Train Station at T.F. Green Airport, photo from RIDOT

Last week, Rhode Island Department of Transportation (RIDOT) announced that, from July through the end of the year, Massachusetts Bay Transportation Authority (MBTA) commuter rail service will be free for people traveling within the state. The intention of the pilot program is to attract new riders who, in theory, will then realize the convenience of the rail line and continue to utilize it in the future. However, unless you are commuting to and from Boston, commuter rail service in Rhode Island is not very useful. Despite offering three MBTA stations in the state, service proves to be infrequent and unreliable. Lack of coordinated policy in solving transportation problems is a major cause. Large expenditures for highways and extending MBTA service to South County, albeit solving some traffic problems, have failed to eliminate growing traffic congestion throughout the Providence metropolitan area. If some action is not taken, rising immobility may erode the basic economic fiber of the state.

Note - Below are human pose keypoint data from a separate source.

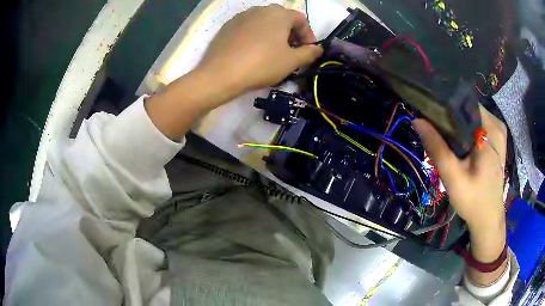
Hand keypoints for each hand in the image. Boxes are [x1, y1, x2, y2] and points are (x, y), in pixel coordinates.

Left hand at [197, 5, 322, 94]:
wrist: (220, 74)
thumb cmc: (261, 64)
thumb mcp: (291, 61)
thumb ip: (309, 53)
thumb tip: (318, 49)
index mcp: (279, 14)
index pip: (301, 19)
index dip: (308, 35)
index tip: (307, 51)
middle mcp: (260, 9)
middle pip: (282, 18)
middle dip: (291, 34)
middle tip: (291, 51)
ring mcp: (242, 16)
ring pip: (265, 21)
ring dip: (274, 34)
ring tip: (272, 52)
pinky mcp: (228, 26)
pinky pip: (249, 27)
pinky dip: (256, 35)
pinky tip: (253, 51)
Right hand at [414, 106, 507, 284]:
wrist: (488, 218)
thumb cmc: (473, 200)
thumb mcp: (453, 177)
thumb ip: (437, 148)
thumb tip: (417, 120)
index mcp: (489, 129)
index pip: (464, 101)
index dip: (445, 104)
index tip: (429, 112)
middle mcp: (496, 124)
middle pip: (468, 108)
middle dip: (451, 115)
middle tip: (435, 128)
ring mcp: (499, 131)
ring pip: (473, 116)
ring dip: (458, 123)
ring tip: (444, 135)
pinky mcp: (497, 140)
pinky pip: (479, 125)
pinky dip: (467, 129)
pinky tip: (459, 142)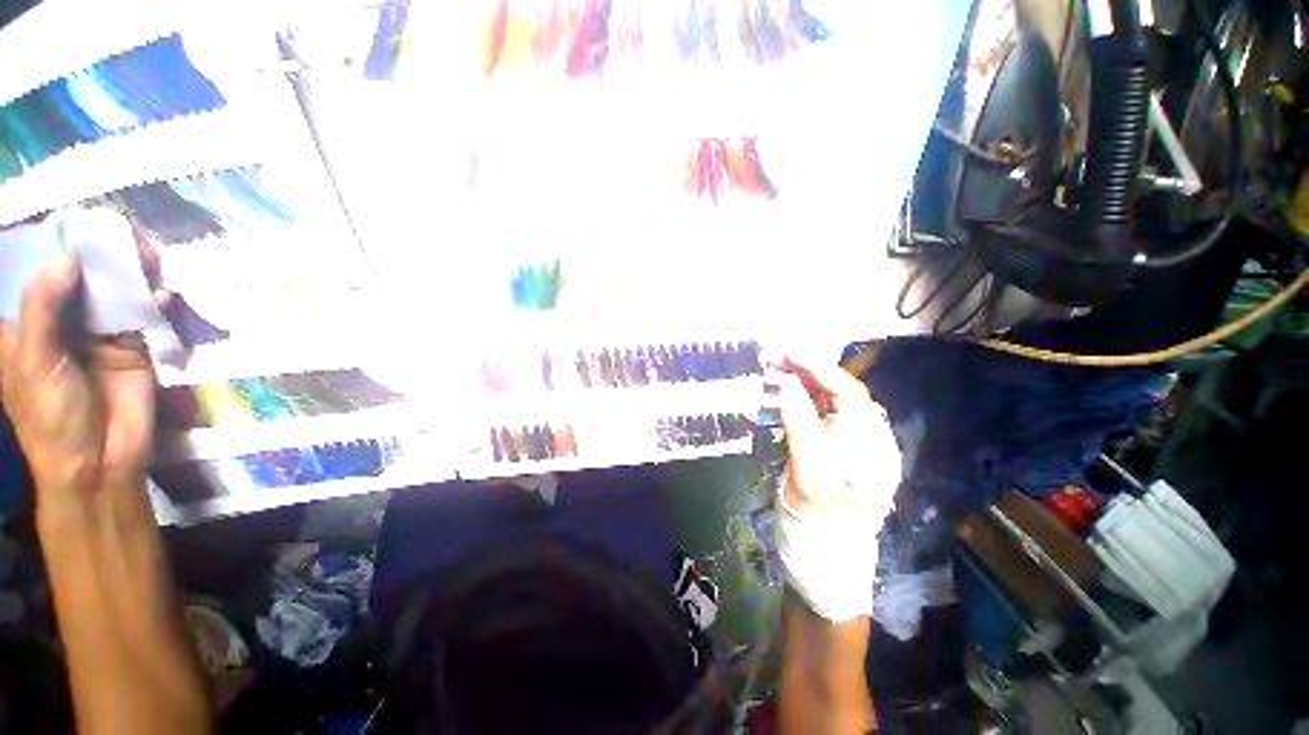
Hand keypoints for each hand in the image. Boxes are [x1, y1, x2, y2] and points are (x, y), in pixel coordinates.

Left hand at [0, 255, 156, 525]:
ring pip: (114, 291)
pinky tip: (163, 292)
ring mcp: (100, 333)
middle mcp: (62, 321)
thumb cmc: (51, 416)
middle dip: (97, 254)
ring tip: (147, 254)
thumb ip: (44, 311)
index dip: (48, 246)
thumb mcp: (36, 363)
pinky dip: (154, 301)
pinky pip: (144, 315)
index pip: (33, 274)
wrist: (100, 460)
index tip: (69, 222)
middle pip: (79, 276)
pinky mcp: (133, 346)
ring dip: (130, 273)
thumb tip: (67, 260)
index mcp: (27, 324)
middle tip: (117, 232)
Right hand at [769, 356, 899, 519]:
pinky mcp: (831, 447)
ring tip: (772, 372)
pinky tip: (779, 395)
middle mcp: (865, 435)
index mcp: (869, 440)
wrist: (821, 549)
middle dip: (806, 373)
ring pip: (825, 401)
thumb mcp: (808, 469)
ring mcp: (848, 441)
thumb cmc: (818, 513)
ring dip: (800, 384)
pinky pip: (816, 415)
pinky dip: (798, 401)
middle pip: (837, 392)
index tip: (788, 355)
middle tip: (774, 360)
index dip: (818, 369)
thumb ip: (799, 423)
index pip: (848, 392)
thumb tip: (787, 383)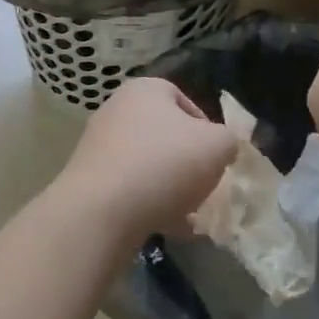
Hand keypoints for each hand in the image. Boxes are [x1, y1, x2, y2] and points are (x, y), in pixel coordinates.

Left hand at [50, 78, 237, 246]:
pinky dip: (149, 204)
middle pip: (163, 133)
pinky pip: (129, 188)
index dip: (206, 128)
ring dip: (170, 186)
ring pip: (147, 163)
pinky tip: (169, 228)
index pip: (183, 100)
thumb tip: (221, 145)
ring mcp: (99, 144)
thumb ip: (228, 140)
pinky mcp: (90, 178)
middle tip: (204, 185)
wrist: (103, 208)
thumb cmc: (165, 163)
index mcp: (145, 90)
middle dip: (187, 160)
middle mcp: (117, 109)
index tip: (217, 156)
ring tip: (190, 213)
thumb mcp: (218, 146)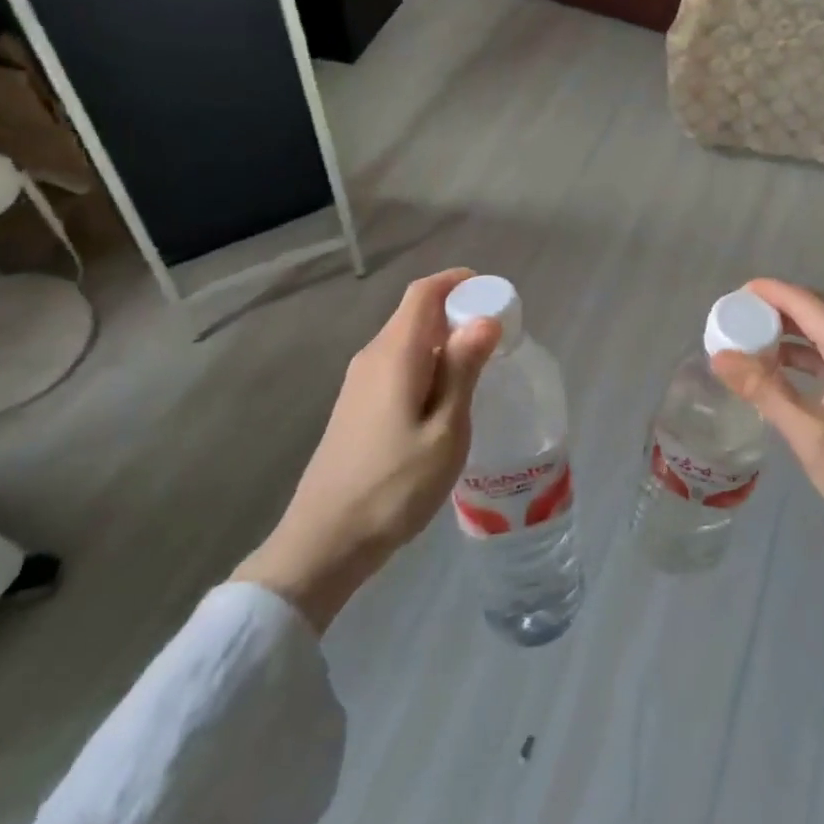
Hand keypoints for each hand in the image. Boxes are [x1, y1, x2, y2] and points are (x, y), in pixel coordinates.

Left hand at [233, 268, 500, 631]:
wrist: (324, 542)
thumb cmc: (393, 486)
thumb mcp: (444, 430)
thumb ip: (462, 370)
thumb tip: (483, 319)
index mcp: (394, 354)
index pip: (423, 293)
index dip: (457, 281)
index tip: (492, 291)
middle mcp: (372, 358)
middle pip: (416, 315)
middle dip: (457, 313)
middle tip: (499, 337)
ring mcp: (359, 384)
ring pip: (407, 343)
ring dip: (444, 343)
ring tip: (481, 369)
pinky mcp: (357, 408)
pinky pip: (398, 367)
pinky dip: (428, 366)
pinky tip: (447, 400)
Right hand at [716, 280, 823, 749]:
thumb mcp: (812, 437)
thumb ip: (766, 391)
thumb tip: (720, 356)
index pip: (809, 305)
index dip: (772, 292)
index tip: (733, 293)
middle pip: (819, 313)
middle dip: (777, 308)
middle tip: (736, 315)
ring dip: (789, 333)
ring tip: (748, 340)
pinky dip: (803, 358)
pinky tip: (778, 372)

To become more economically independent from Boston and promote more local sustainable development, Rhode Island must develop a stronger public transit system. For example, looking to Amtrak’s Northeast Corridor connecting Providence with Boston, New York City, and Washington, D.C., it is one of the region’s most important transportation arteries. Yet, most Rhode Islanders associate the route only with long-distance commuting, which is an unfortunate association falling far short of its full potential.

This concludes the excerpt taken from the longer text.